So is that what we are afraid of, the ending of my relationship, my attachments, the ending of something I have known, something to which I have clung, something in which I have specialised all my life? I am afraid of ending it. That is, the ending of all that is me. All that: the family, the name, the form, the tradition, the inheritance, cultural education, the racial inheritance – you know, all that is ‘me’; ‘me’ that is struggling, ‘me’ that is happy – is that what we are afraid of, the ending of ‘me’, which is all that? Which is, the ending psychologically of the life which I am leading, the life which I know psychologically, with its pain, sorrow, all that – is that what we are afraid of? If we are afraid of that, and have not resolved that fear, death inevitably comes, and what happens to your consciousness? What happens to that consciousness? Which is not your consciousness – which we went into pretty thoroughly.

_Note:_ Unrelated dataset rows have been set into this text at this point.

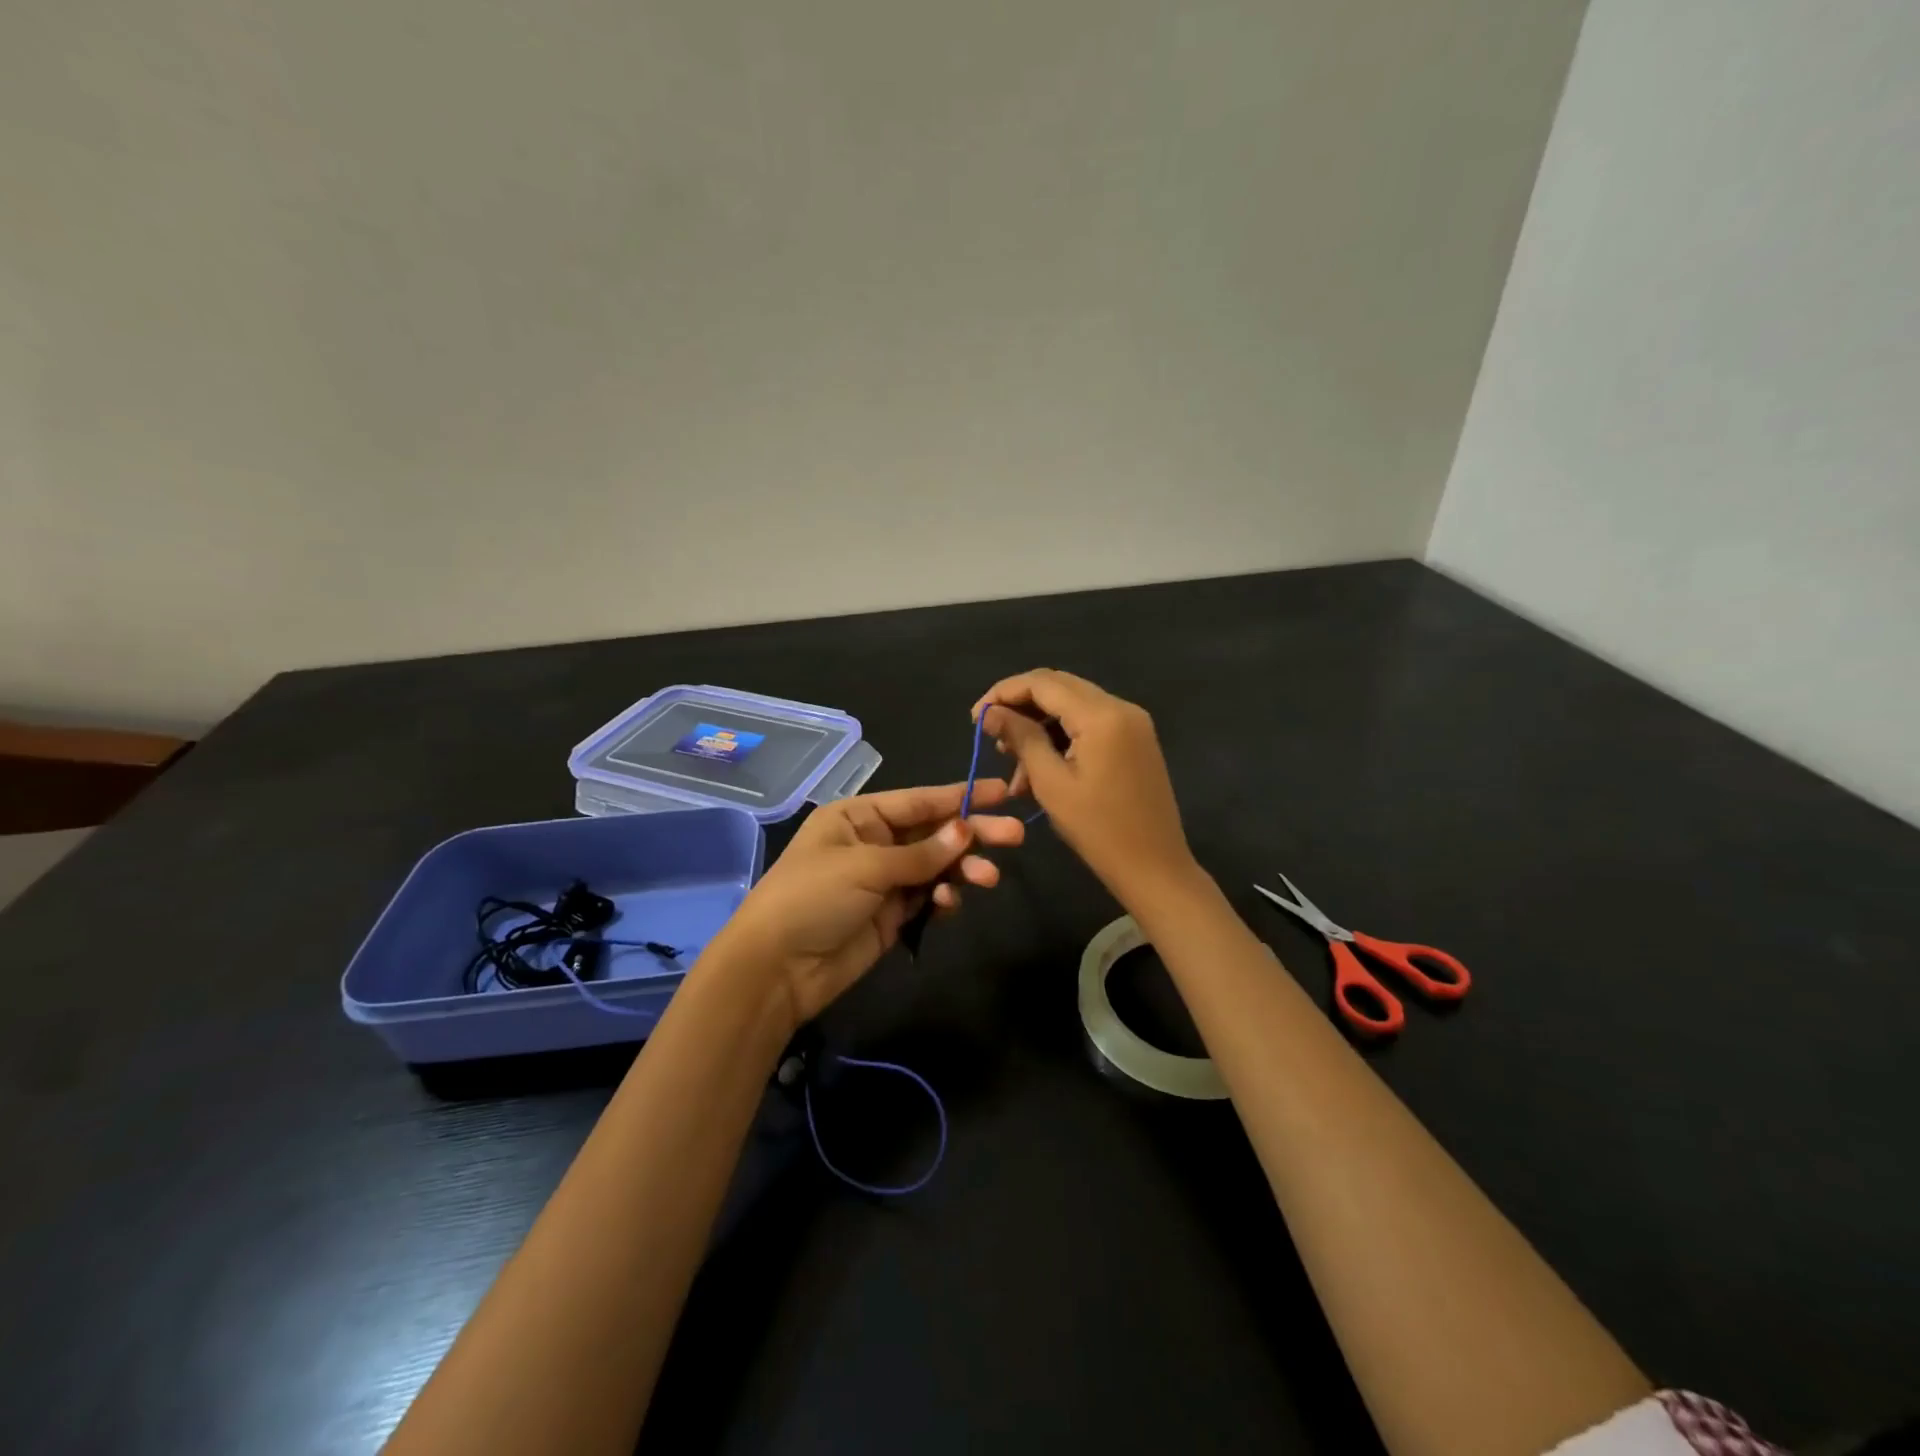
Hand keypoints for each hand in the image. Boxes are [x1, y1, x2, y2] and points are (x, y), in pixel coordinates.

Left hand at [717, 780, 1025, 1029]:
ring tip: (987, 878)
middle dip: (972, 834)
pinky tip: (950, 903)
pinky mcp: (891, 916)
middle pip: (933, 833)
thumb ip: (920, 852)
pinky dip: (944, 897)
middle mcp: (874, 843)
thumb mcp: (865, 866)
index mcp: (859, 817)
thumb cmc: (812, 898)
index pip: (919, 801)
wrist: (776, 969)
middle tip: (1014, 836)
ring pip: (936, 866)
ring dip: (962, 869)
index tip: (1004, 792)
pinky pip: (927, 897)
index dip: (962, 796)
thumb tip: (966, 830)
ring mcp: (883, 881)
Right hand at [974, 669, 1196, 902]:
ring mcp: (1133, 723)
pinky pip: (1091, 724)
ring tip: (1013, 764)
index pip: (1042, 682)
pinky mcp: (1136, 740)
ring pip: (1073, 706)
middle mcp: (1121, 707)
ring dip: (1040, 726)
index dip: (1003, 693)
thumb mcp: (1051, 783)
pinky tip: (1040, 768)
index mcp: (1102, 714)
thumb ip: (1021, 738)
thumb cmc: (1098, 830)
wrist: (1156, 868)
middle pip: (1059, 687)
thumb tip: (990, 712)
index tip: (975, 718)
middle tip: (991, 737)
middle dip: (1020, 707)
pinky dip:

It is the consciousness of mankind, consciousness of the vast humanity, not my consciousness – we went into that very carefully; I won’t go into it now, I haven’t time.

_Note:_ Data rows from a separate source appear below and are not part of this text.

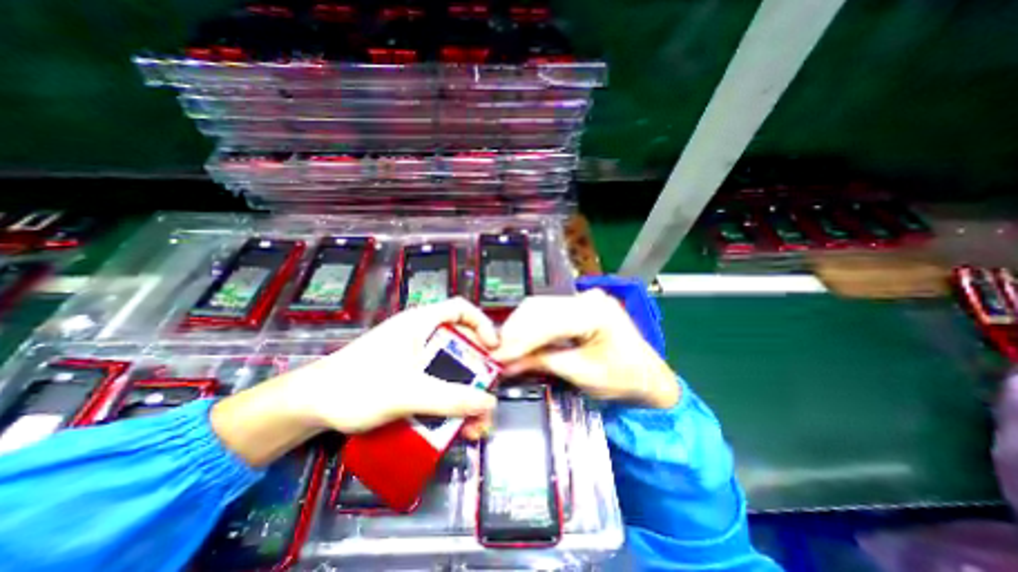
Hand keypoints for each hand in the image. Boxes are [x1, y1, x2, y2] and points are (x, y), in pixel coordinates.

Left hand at [211, 298, 498, 466]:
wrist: (309, 406)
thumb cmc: (356, 386)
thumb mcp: (408, 393)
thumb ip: (450, 398)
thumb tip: (488, 402)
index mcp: (421, 323)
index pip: (462, 308)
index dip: (483, 324)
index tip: (493, 349)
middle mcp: (420, 334)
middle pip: (460, 342)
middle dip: (477, 370)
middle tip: (486, 395)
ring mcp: (413, 354)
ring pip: (450, 366)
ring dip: (464, 392)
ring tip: (473, 423)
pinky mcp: (406, 373)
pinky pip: (436, 380)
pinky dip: (447, 398)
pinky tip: (451, 423)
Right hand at [490, 290, 673, 405]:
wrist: (649, 377)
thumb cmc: (624, 379)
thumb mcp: (581, 373)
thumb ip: (542, 362)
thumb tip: (507, 364)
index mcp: (595, 312)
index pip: (547, 321)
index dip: (518, 339)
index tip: (496, 356)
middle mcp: (587, 297)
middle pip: (538, 308)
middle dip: (514, 332)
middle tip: (496, 353)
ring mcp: (582, 298)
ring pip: (539, 307)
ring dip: (519, 328)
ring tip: (504, 349)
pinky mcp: (578, 306)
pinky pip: (547, 312)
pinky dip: (530, 327)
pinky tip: (520, 340)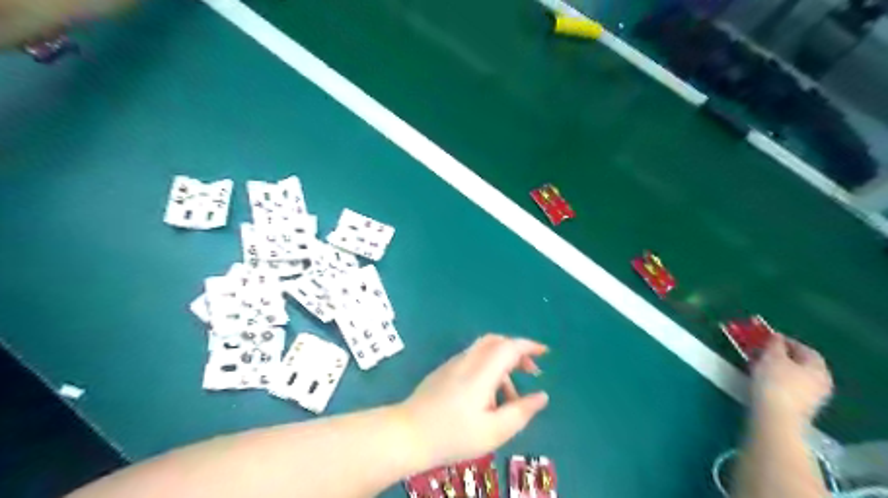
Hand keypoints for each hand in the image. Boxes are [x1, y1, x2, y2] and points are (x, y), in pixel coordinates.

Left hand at [398, 335, 549, 466]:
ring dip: (503, 363)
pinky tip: (488, 396)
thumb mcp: (494, 431)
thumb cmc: (453, 435)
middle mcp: (468, 360)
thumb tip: (542, 396)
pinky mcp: (444, 371)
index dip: (529, 346)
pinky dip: (489, 368)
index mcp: (482, 371)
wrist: (407, 433)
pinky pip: (473, 360)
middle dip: (517, 351)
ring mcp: (453, 364)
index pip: (510, 346)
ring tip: (511, 397)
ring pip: (484, 350)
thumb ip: (521, 411)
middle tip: (532, 371)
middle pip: (496, 341)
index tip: (545, 353)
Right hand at [747, 335, 832, 422]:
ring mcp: (812, 398)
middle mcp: (821, 383)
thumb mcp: (772, 357)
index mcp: (819, 368)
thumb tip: (777, 337)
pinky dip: (777, 381)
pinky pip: (789, 388)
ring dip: (778, 369)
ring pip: (794, 377)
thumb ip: (774, 344)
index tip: (767, 338)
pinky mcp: (800, 408)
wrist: (775, 417)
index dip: (786, 341)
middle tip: (762, 351)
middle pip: (801, 364)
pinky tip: (762, 380)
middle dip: (782, 356)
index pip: (805, 349)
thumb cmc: (775, 382)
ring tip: (758, 364)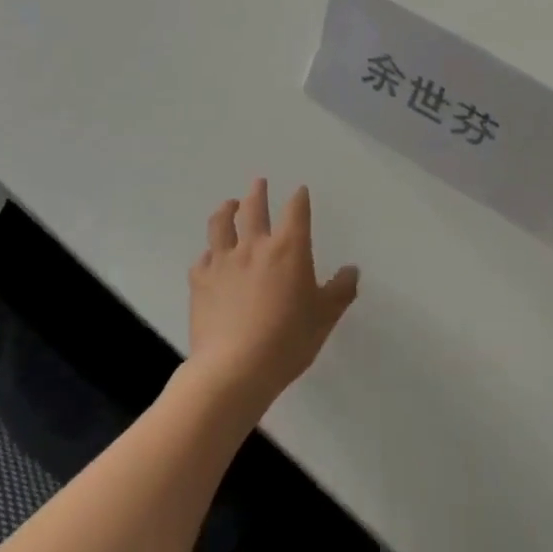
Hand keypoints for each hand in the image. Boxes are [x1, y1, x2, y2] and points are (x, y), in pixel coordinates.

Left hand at [188, 179, 358, 411]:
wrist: (234, 369)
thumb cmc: (287, 340)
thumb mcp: (324, 318)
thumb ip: (340, 291)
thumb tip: (352, 270)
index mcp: (289, 248)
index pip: (296, 210)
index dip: (299, 198)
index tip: (300, 191)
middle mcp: (255, 246)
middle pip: (254, 207)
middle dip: (258, 192)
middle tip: (258, 182)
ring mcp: (223, 261)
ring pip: (221, 224)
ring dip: (226, 210)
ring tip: (229, 205)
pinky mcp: (200, 281)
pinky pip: (202, 258)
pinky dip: (208, 254)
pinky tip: (209, 258)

So please see that as long as I am afraid as an individual with my limited consciousness, it is that I am afraid of. It is that which I am scared of. And to avoid that, I go through all kinds of nonsense – Gabriel and, you know, all that stuff. One realises that is not a fact. It is not a fact that my consciousness is totally separate from everybody else. It is an illusion; it is an absurdity, illogical; it is unsanitary, if I can use that word, unhealthy. So – follow this carefully – I realise this, perhaps in my heart. In my feeling, I realise that I am the whole of mankind, not an individual consciousness – that is too silly, illogical; it has no meaning. And I, who have lived this kind of life, which is pain, which is sorrow, which is anxiety, all that, if my brain has not transformed, the sum of all that I am merely, then my life is only adding further confusion to the wholeness. But if I, living it, realise that my consciousness is the consciousness of mankind, and for the human consciousness I am totally responsible, then freedom from the limitation of that consciousness becomes extraordinarily important because then I am contributing or I am breaking down the limitation of that consciousness. So death has a totally different meaning.
I have lived the so-called individual life, concerned about myself, my problems. And those problems never end; they are increasing. I live that kind of life. I have been brought up, educated, conditioned to that kind of life. You come along and tell me pleasantly, as a friend, or you like me, or you love me, you tell me: your consciousness is not yours. You suffer, so do other people suffer, and so on. I have gone into this. So you tell me all that. I listen to it, and it makes sense to me. I won’t reject what you say because it makes logical sense, sanity, and I see in what you have told me perhaps there can be peace in the world. So I have listened to you and I say to myself, now, can I be free from fear? Because I am responsible totally for the whole of consciousness. So when I am investigating fear and the moving away from fear, I am helping the total human consciousness to lessen fear. Then death has a totally different meaning. Not that I am going to sit next to God or I am going to heaven through some peculiar nebulae, but I am living a life which is not my particular life. I am living a life of the whole of humanity. And if I understand death, if I end grief, I am cleansing the whole of the consciousness of mankind. That is why it is important to understand the meaning of death.
And perhaps death has great significance, great relationship with love because where you end something, love is. When you end completely attachment, then love is.